Orton led the Bears to an NFC North title as a rookie in 2005 and was 9--6 as Chicago's starter in 2008, but even so the organization was committed to former first-round pick Rex Grossman, who had a stronger arm but lacked the challenger's efficiency and leadership skills. Sent to Denver last year as part of the Jay Cutler deal, Orton had the sixth-most-productive season ever for a Broncos quarterback (3,802 passing yards) and tied Hall of Famer John Elway's club mark of 10 games with a passer rating above 90. Nevertheless, in March, Denver dealt for former Browns first-round pick Brady Quinn, and the next month the Broncos, in the most surprising move of the 2010 draft, traded up in the first round to select Florida icon Tim Tebow.

"I've said before that I've always been underappreciated outside my locker room but very appreciated inside it," Orton, a Broncos captain in 2009, noted before the extension was signed. "It's a double-edged sword. Nowadays you kind of get left behind if you're not a self-promoter. That's not my personality. I'd rather be out of the limelight. But at some point it does hurt you from a financial standpoint if you're not putting yourself out there."

Coach Josh McDaniels said the addition of Quinn and Tebow was meant to challenge everyone at the position rather than challenge Orton's hold on the job. "We don't go into the off-season saying, 'Let's address every position but quarterback because we might offend whoever is playing that spot,' " McDaniels says. "We've got to try to push [the quarterback] too. To me, the way Kyle has responded is more important than any perceived message."

Orton has had the best camp of his career. He appears comfortable and authoritative in the huddle and at the line of scrimmage.
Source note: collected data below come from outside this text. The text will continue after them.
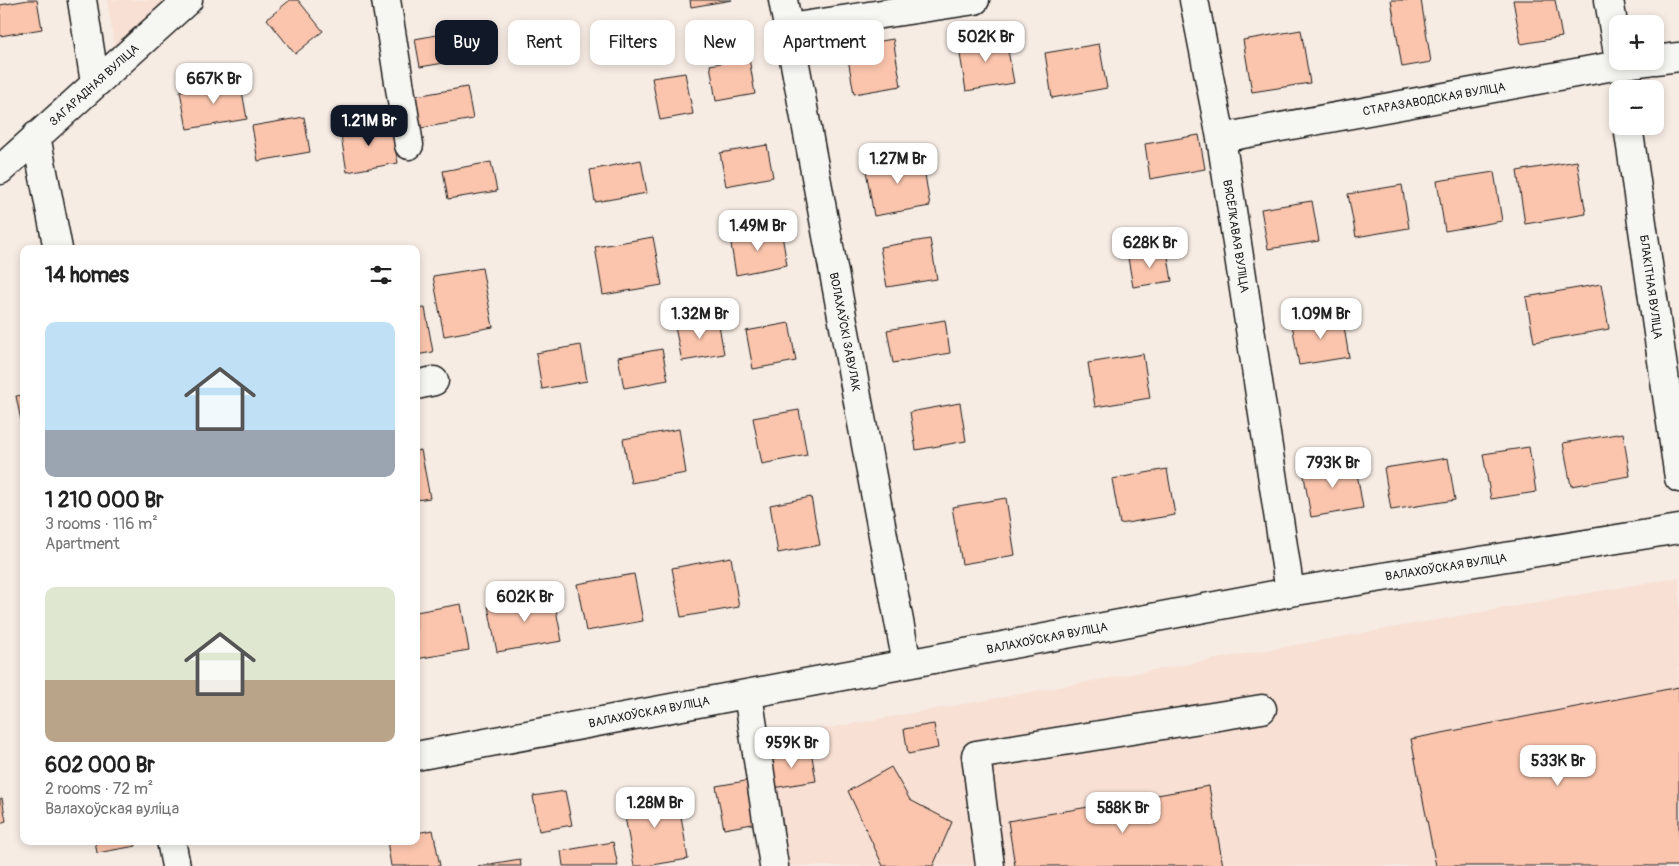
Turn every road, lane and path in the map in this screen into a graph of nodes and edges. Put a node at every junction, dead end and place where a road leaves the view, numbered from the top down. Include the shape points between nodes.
1 (82, 0) edge
2 (188, 0) edge
3 (386, 0) edge
4 (784, 0) edge
5 (975, 0) edge
6 (1194, 0) edge
7 (1609, 0) edge
8 (1611, 15) edge
9 (788, 20) edge
10 (842, 20) edge
11 (1679, 57) edge
12 (1664, 59) edge
13 (796, 65) edge
14 (1609, 69) edge
15 (95, 84) junction
16 (1629, 135) edge
17 (36, 136) junction
18 (1221, 138) junction
19 (409, 145) dead end
20 (0, 170) edge
21 (57, 245) edge
22 (1679, 478) edge
23 (1679, 529) edge
24 (1290, 592) junction
25 (907, 664) junction
26 (748, 694) junction
27 (1262, 709) dead end
28 (420, 755) edge
29 (172, 845) edge
30 (176, 866) edge
31 (774, 866) edge
32 (990, 866) edge

1 - 15 street
2 - 15 street, ЗАГАРАДНАЯ ВУЛІЦА
3 - 19 street
4 - 9 street, ВОЛАХАЎСКІ ЗАВУЛАК
5 - 10 street
6 - 18 street, ВЯСЁЛКАВАЯ ВУЛІЦА
7 - 8 street
11 - 12 street
13 - 25 street, ВОЛАХАЎСКІ ЗАВУЛАК
14 - 18 street, СТАРАЗАВОДСКАЯ ВУЛІЦА
15 - 17 street, ЗАГАРАДНАЯ ВУЛІЦА
16 - 22 street, БЛАКІТНАЯ ВУЛІЦА
17 - 20 street, ЗАГАРАДНАЯ ВУЛІЦА
17 - 21 street
18 - 24 street, ВЯСЁЛКАВАЯ ВУЛІЦА
23 - 24 street, ВАЛАХОЎСКАЯ ВУЛІЦА
24 - 25 street, ВАЛАХОЎСКАЯ ВУЛІЦА
25 - 26 street, ВАЛАХОЎСКАЯ ВУЛІЦА
26 - 28 street, ВАЛАХОЎСКАЯ ВУЛІЦА
26 - 31 street
27 - 32 street via 976,755
29 - 30 street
The knock on him always has been arm strength, but all through August he was zipping balls into windows as few thought he could do.
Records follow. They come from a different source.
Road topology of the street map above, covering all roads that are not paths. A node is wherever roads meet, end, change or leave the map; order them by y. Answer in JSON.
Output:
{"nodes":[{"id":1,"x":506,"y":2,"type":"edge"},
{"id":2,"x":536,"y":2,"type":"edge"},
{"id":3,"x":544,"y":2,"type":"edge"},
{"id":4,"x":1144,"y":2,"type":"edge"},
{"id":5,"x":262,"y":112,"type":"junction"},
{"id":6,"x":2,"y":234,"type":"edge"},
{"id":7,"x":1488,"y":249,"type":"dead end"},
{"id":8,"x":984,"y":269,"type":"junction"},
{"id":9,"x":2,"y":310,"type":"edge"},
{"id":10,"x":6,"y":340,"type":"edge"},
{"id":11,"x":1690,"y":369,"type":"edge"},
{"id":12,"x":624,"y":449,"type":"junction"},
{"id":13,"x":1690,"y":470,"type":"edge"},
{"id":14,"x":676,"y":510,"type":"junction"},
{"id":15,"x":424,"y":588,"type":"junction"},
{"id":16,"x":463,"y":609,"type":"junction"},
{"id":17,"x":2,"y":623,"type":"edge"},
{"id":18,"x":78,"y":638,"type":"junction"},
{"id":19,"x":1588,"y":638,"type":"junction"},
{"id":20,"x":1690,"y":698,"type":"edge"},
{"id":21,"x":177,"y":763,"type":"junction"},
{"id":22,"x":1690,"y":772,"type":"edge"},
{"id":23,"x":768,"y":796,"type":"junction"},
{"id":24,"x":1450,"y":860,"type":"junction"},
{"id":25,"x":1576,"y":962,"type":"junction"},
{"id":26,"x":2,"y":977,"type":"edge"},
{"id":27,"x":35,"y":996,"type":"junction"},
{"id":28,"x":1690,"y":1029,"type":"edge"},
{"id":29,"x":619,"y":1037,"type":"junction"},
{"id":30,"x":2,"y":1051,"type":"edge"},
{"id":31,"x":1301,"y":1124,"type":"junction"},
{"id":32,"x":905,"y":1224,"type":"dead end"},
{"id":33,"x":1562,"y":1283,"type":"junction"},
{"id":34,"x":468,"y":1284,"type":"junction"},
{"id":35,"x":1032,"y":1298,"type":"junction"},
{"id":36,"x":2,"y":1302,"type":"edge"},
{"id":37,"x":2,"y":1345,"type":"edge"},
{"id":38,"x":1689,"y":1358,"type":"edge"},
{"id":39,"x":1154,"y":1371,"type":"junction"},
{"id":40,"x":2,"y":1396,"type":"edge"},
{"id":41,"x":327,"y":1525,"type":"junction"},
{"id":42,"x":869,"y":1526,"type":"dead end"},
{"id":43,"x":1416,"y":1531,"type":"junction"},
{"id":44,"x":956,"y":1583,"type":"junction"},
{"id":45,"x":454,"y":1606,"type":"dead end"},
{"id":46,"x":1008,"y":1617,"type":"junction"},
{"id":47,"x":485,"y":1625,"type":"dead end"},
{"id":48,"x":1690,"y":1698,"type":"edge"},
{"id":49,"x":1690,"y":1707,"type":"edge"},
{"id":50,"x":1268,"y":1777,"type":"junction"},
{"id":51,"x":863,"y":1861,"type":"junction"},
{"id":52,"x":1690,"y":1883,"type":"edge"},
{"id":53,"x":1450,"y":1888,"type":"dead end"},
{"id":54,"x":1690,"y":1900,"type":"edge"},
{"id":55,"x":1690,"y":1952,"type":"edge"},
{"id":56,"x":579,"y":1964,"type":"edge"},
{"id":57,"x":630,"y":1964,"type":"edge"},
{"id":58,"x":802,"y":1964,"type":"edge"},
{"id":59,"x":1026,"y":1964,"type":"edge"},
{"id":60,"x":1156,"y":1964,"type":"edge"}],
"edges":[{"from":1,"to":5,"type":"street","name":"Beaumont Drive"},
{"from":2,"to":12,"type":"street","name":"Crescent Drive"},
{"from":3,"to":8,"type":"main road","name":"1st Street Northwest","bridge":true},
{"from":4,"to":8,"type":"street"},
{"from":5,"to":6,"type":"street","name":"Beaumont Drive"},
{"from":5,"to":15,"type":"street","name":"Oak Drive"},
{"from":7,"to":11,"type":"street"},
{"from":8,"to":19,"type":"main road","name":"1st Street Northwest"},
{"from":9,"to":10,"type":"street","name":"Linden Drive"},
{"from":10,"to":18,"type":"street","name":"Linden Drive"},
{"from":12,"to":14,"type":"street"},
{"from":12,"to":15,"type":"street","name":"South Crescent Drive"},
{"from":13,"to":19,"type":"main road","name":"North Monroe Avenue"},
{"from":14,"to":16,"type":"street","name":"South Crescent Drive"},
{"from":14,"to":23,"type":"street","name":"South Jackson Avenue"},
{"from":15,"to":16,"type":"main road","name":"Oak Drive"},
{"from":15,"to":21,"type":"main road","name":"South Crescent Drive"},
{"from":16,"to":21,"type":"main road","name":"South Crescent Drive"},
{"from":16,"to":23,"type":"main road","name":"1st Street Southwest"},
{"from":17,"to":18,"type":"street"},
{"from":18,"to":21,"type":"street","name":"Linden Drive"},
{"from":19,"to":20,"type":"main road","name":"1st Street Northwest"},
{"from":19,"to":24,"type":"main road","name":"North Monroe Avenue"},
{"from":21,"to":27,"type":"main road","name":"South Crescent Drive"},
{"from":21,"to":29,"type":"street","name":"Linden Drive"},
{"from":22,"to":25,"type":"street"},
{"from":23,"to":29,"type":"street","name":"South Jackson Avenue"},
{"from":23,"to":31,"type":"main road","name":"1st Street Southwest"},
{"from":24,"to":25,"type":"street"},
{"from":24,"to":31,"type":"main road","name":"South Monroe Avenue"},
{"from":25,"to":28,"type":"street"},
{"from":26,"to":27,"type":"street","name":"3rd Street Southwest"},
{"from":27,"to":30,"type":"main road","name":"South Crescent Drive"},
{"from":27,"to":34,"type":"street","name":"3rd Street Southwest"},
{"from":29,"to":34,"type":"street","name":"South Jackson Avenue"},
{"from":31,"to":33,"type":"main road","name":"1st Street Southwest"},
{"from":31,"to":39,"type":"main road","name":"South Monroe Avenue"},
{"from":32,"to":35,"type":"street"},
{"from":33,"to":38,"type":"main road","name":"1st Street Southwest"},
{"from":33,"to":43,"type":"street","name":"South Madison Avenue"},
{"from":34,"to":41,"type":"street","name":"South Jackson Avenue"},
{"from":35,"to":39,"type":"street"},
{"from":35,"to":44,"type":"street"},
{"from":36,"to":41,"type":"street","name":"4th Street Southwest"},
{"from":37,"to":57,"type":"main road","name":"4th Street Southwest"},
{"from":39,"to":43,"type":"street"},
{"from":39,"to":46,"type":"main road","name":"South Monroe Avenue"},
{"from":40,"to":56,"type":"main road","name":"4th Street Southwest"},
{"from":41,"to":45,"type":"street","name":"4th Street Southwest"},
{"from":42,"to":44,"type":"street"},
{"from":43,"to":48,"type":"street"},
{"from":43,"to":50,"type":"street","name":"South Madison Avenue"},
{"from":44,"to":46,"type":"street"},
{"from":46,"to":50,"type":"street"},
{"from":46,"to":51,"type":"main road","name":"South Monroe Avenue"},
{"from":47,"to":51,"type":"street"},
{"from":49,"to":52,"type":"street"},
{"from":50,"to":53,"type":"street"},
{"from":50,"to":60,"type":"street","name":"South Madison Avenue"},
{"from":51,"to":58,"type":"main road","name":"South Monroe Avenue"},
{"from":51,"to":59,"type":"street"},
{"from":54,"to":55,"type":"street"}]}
The surge in form is due in part to good health. When he arrived in Denver last year, Orton still was bothered by a lingering injury to his left ankle. Just when he began to feel fully recovered, he sprained his right ankle in a Nov. 15 loss at Washington. Rather than sit and heal, Orton played on, to the detriment of his numbers. He failed to record a passer rating in excess of 100.0 after doing it four times in the first nine games.

Orton and the rest of the offensive players are also now more familiar with McDaniels's complex playbook. In 2009 Orton often had a split second of uncertainty because he was thinking not only about whether he was doing the right thing, but whether his receivers were in the right place, too. At times, wideouts were more concerned with getting open themselves than with creating opportunities for teammates. "It's hard to tell a guy to run a route not to get open; that's going to take a little bit of practice," says receiver Eddie Royal, chuckling. "But we now understand the offense, and how based on certain coverages we have to give ourselves up for a bigger play to a guy behind us."

Based on his performance in the preseason and at training camp, Orton could be poised for a career year. If he plays well, that would also allow the Broncos to bring along Tebow at a controlled pace, and it would reaffirm McDaniels's message that hard work pays off. "He's a great example of what we tell the team every single spring, every single training camp and every single regular season as it starts: The best players will play," the coach says. "I don't care when they were drafted, what their salary is, how many years they've been in the league. Our job is to win games, and the only way I know how to do that is to try to get the best 11 on every snap. I think this situation has made [Orton] a better player." And made him feel wanted for the first time in his career.